Romantics are antagonistic to rationality, but an interesting flipside to that is that a lot of people considered part of the Romantic movement, like Lord Byron, were proponents of Galvanism. Galvanists believed that the life activities of organisms, including their mental processes, were simply manifestations of chemical reactions in the body. In the case of Frankenstein’s monster, created by Byron’s peer Mary Shelley, all that was needed to “infuse a spark of being into the lifeless thing” was an electrical impulse.

This connects to my Outlook Management system, which says in the same way that points of view, moods, whatever, aren’t objectively true and definitely aren’t tied to any higher spiritual value. Emotions are essentially the exhibition of chemical actions. It’s all about pushing your chemicals around to get to functional states, or wherever you want to be. There is no ghost in the machine.


The literature and press around the release does a great job of sending up US self-help scams.

I wouldn’t use the word scam. There are a lot more serious scams out there than Tony Robbins. The Church is a scam, the Queen of England is a scam. Somebody like Tony Robbins is pretty straightforward about what he is up to. He’s just trying to help you improve your life in concrete ways.
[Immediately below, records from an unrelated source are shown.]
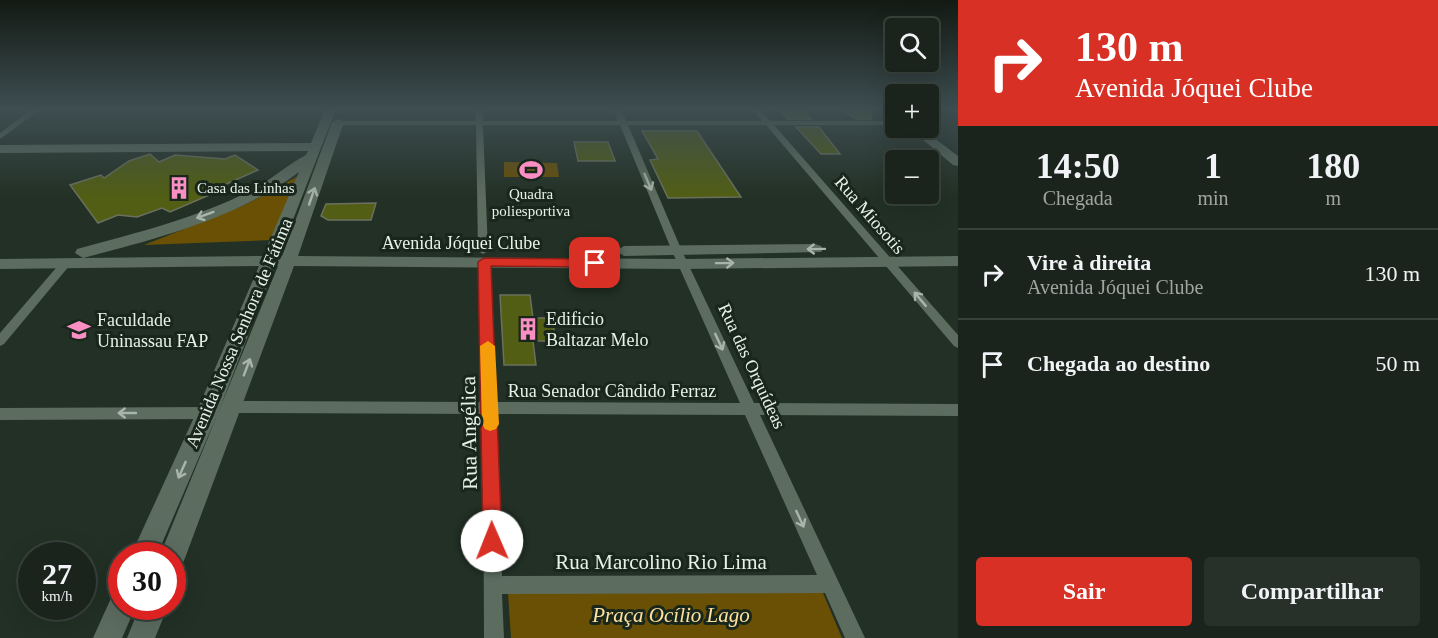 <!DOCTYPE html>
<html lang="pt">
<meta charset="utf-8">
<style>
body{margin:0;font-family:"Times New Roman",serif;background:#273029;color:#f1f3f6;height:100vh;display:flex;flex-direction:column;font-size:22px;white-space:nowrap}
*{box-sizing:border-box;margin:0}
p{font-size:20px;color:#9fa4a3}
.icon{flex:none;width:33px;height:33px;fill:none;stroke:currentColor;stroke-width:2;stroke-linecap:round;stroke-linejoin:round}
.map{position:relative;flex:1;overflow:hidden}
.drawer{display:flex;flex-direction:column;background:#1a241c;width:480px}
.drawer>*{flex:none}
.top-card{background:#d93025;color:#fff;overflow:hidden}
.fabs{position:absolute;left:885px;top:18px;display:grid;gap:12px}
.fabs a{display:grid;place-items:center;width:54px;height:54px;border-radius:6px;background:#1a241c;box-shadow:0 6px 24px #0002,0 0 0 2px #38413b;font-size:30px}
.speed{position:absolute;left:18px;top:542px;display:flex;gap:12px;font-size:30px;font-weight:700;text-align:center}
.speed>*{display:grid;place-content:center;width:78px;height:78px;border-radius:50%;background:#1a241c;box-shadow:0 6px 24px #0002,0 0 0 2px #38413b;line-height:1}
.speed small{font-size:15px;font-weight:400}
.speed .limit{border:9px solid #d22;background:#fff;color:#111}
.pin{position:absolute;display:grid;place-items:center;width:51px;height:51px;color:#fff;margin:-26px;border-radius:12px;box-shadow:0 3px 9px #0006}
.me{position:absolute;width:66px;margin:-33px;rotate:359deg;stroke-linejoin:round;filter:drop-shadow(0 0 4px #0008)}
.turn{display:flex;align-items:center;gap:21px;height:126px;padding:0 18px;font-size:27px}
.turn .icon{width:78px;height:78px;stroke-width:2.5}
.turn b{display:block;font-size:42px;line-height:51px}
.eta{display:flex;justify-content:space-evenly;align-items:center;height:102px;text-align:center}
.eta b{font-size:36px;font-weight:600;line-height:42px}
.button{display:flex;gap:12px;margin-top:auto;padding:12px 18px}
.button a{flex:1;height:69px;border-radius:6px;background:#d93025;color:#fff;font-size:24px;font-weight:600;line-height:69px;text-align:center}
.button a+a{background:#273029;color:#f1f3f6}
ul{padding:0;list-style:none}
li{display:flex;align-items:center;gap:18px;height:90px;padding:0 18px;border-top:2px solid #38413b}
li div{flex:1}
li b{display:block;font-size:22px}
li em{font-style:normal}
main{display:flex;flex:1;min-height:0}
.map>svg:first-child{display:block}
.green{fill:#6a5005}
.building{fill:#515e13;stroke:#6b705e;stroke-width:1.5}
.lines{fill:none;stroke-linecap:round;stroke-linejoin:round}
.street{fill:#5c6c5f;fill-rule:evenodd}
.secondary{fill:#5c6c5f;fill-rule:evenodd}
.oneway{stroke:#a9b5ab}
.route{fill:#d93025;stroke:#8d1f18;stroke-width:1.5}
.slow{fill:#f59e0b}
.labels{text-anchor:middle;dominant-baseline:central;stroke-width:6;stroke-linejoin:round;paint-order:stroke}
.far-poi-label{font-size:15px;fill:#e8f1e9;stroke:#18261c;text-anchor:start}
.street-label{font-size:18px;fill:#e8f1e9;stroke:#18261c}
.poi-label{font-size:18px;fill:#e8f1e9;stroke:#18261c;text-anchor:start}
.near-street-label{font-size:21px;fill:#e8f1e9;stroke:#18261c}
.near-park-label{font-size:21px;font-style:italic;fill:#fee19e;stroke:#18261c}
</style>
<main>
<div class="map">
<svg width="958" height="638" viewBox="0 0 958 638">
<rect width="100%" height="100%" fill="#223025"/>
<!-- green -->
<g class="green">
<path d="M 504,162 L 557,163 L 559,177 L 504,177 Z"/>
<path d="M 298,176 L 272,240 L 144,245 L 247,204 Z"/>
<path d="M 508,593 L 823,593 L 842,638 L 511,638 Z"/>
</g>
<!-- building -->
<g class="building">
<path d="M 779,109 L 802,109 L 811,119 L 788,119 Z"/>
<path d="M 839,109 L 871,109 L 871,119 L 857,119 Z"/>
<path d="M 796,127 L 819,127 L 840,154 L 821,154 Z"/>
<path d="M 642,131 L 697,131 L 741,197 L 668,198 L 650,160 L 658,159 Z"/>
<path d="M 574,142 L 608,142 L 615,161 L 578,161 Z"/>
<path d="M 150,154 L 159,162 L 175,155 L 225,159 L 235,155 L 258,170 L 213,190 L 216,192 L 170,212 L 162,208 L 137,217 L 118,215 L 98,223 L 70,185 L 101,175 L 104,178 L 129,161 Z"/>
<path d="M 376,203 L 371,220 L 328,220 L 321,216 L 326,204 Z"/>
<path d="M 500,295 L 530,295 L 533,318 L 552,318 L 556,341 L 533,341 L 536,365 L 504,365 Z"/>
</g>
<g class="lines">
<!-- street -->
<g class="street">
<path d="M 32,109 L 41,109 L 0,139 L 0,133 Z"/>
<path d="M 475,109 L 483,109 L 483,121 L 618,121 L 613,109 L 621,109 L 626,121 L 762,121 L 752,109 L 760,109 L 770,121 L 896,121 L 896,125 L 774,125 L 958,335 L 958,348 L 954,346 L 766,125 L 628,125 L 682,251 L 754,403 L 958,404 L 958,416 L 760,415 L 865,638 L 845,638 L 825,593 L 502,594 L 504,638 L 484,638 L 483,414 L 231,413 L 226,411 L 224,407 L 226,403 L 231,401 L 483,402 L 479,262 L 484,259 L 489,262 L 497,402 L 740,403 L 672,251 L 620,125 L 483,125 L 488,251 L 483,254 L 478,251 L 476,125 L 337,125 L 333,123 L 337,121 L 476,121 ZM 497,414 L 745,415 L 817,575 L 502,576 Z"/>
<path d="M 66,260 L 71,263 L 70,265 L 4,344 L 0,346 L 0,333 L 62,261 Z"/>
<path d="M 207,407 L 212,409 L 214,413 L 212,417 L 207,419 L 0,420 L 0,408 Z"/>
</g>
<!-- secondary -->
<g class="secondary">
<path d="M 325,109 L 336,109 L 279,256 L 282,256 L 284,251 L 332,122 L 338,119 L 344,122 L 298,256 L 683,259 L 958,256 L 958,266 L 683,269 L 294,266 L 185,558 L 181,567 L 172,571 L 172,555 L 160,555 L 278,266 L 275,266 L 218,413 L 157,555 L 131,555 L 196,413 L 259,266 L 0,269 L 0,259 L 83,258 L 75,253 L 77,249 C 136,233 197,218 252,190 C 271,180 287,165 306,155 L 308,151 L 0,153 L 0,145 L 311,143 ZM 299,172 L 263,256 L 83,258 C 156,239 238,218 299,172 Z"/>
<path d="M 886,109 L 896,109 L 896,116 Z"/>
<path d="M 909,128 L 921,128 L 958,156 L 958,166 L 953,165 Z"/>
<path d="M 815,244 L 821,246 L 823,249 L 821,252 L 624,256 L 616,251 L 624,246 Z"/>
<path d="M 122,592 L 122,606 L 136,606 L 122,638 L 93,638 L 112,596 Z"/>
<path d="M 140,606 L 168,606 L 155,638 L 127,638 Z"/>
</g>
</g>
<!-- one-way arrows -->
<defs><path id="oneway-shaft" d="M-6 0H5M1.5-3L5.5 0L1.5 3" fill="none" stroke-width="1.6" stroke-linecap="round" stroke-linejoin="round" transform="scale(1.5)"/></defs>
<g class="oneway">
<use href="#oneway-shaft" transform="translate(648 182) rotate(67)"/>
<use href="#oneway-shaft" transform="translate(312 196) rotate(-71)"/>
<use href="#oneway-shaft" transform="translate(205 215) rotate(160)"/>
<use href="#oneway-shaft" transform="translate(816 249) rotate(179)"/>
<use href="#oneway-shaft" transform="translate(725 263) rotate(-1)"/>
<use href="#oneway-shaft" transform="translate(920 299) rotate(-130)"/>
<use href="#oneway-shaft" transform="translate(719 342) rotate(65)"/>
<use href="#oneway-shaft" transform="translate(247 367) rotate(-69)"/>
<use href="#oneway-shaft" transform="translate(127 413) rotate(180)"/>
<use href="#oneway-shaft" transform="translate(182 470) rotate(114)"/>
<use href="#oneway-shaft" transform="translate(800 519) rotate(65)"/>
</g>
<!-- sky -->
<linearGradient id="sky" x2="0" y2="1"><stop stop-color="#131a14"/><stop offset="0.55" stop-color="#3e4e51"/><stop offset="1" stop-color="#3e4e51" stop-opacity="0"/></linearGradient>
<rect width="958" height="198" fill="url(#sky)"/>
<!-- route -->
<path class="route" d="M 484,258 L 595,259 L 601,263 L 595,267 L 491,266 L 502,541 L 499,548 L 492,551 L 486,548 L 483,541 L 478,262 Z"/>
<!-- slow -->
<path class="slow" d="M 488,341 L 495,346 L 499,424 L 496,429 L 490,431 L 485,429 L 482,424 L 480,346 Z"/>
<!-- icons -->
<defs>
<g id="stadium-bare" transform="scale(1.8)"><path d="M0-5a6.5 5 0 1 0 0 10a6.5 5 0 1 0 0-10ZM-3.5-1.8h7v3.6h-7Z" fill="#fb8fc4" stroke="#18261c" stroke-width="2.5" paint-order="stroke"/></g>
<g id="building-bare" transform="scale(1.8)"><path d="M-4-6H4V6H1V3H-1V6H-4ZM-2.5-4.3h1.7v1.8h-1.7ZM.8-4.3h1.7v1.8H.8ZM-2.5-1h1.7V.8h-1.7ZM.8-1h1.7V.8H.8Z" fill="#fb8fc4" stroke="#18261c" stroke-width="2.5" paint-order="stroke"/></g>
<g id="university-bare" transform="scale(1.8)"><path d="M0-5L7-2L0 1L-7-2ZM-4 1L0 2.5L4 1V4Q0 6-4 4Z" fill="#fb8fc4" stroke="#18261c" stroke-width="2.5" paint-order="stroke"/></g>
</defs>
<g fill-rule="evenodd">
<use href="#stadium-bare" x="531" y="170"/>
<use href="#building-bare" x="179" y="188"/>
<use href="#building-bare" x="528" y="329"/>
<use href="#university-bare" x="79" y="330"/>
</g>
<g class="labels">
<!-- far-poi labels -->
<g class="far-poi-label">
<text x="197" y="188">Casa das Linhas</text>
<text x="531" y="194" text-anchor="middle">Quadra<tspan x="531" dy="17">poliesportiva</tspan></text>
</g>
<!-- street labels -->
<g class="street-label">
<text transform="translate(870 215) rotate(49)">Rua Miosotis</text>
<text x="461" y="243">Avenida Jóquei Clube</text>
<text transform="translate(239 333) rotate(-67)">Avenida Nossa Senhora de Fátima</text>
<text transform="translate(752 366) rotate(65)">Rua das Orquídeas</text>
<text x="612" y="391">Rua Senador Cândido Ferraz</text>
</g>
<!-- poi labels -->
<g class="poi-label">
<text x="546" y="319">Edificio<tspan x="546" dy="21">Baltazar Melo</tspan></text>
<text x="97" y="320">Faculdade<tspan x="97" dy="21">Uninassau FAP</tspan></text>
</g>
<!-- near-street labels -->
<g class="near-street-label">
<text transform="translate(469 433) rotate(-91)">Rua Angélica</text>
<text x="661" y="562">Rua Marcolino Rio Lima</text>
</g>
<!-- near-park labels -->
<g class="near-park-label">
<text x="671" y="615">Praça Ocílio Lago</text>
</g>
</g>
</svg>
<div class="fabs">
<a><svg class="icon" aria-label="search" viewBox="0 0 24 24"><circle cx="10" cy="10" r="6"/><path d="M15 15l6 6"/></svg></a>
<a>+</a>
<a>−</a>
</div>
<div class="speed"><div>27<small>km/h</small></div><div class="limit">30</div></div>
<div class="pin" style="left:595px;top:263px;background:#d93025"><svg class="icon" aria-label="arrive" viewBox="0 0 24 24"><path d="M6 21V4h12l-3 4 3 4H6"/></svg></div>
<svg class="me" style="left:492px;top:541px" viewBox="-20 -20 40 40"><circle r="19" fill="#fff"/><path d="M0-13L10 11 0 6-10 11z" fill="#d93025"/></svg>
</div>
<section class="drawer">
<div class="top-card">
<div class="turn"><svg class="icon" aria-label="right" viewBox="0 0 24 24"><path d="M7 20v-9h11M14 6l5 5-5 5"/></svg><div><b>130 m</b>Avenida Jóquei Clube</div></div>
</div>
<div class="eta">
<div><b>14:50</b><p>Chegada</p></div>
<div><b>1</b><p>min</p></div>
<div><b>180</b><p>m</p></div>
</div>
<ul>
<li><svg class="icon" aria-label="right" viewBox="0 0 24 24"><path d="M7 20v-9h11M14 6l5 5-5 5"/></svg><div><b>Vire à direita</b><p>Avenida Jóquei Clube</p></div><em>130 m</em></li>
<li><svg class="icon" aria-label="arrive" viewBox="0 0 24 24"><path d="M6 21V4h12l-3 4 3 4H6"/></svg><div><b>Chegada ao destino</b></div><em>50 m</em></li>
</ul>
<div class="button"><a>Sair</a><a>Compartilhar</a></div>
</section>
</main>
He’s not claiming to have some exclusive line to divine magical crap. He’s a humanist; he reminds people that they are in charge of their own failure or success.

There is a lot less irony in the Outlook Management stuff than people think. These days maybe people have a hard time recognizing sincerity or knowing what to do with it when they do.

I don’t have a whole lot to say about it; I’d encourage people check out my website and see what they make of it. I welcome all sorts of reactions.


Will Powers is a record that immediately sprung to mind. Were you influenced by Lynn Goldsmith and how she tried to subvert this genre?

I don’t know who that is. I don’t acknowledge genres, and I’m never in the business of subversion. Subversion is commentary, which is a parasitic action that relies on the existence of a higher level non-ironic form to comment on. I am only interested in making core statements, core forms.

Anything else you’d like to tell us?

Last night I found peace in the grocery store, after 10 pm. There weren’t many people there, and I walked up and down the ice cream aisle for a long time; Genesis was playing. I started to get a cold tingle all over that only had a little bit to do with the refrigeration; I figured out how to hold onto it and hovered there, in this tingly place, and got as far away from talking about myself as I could.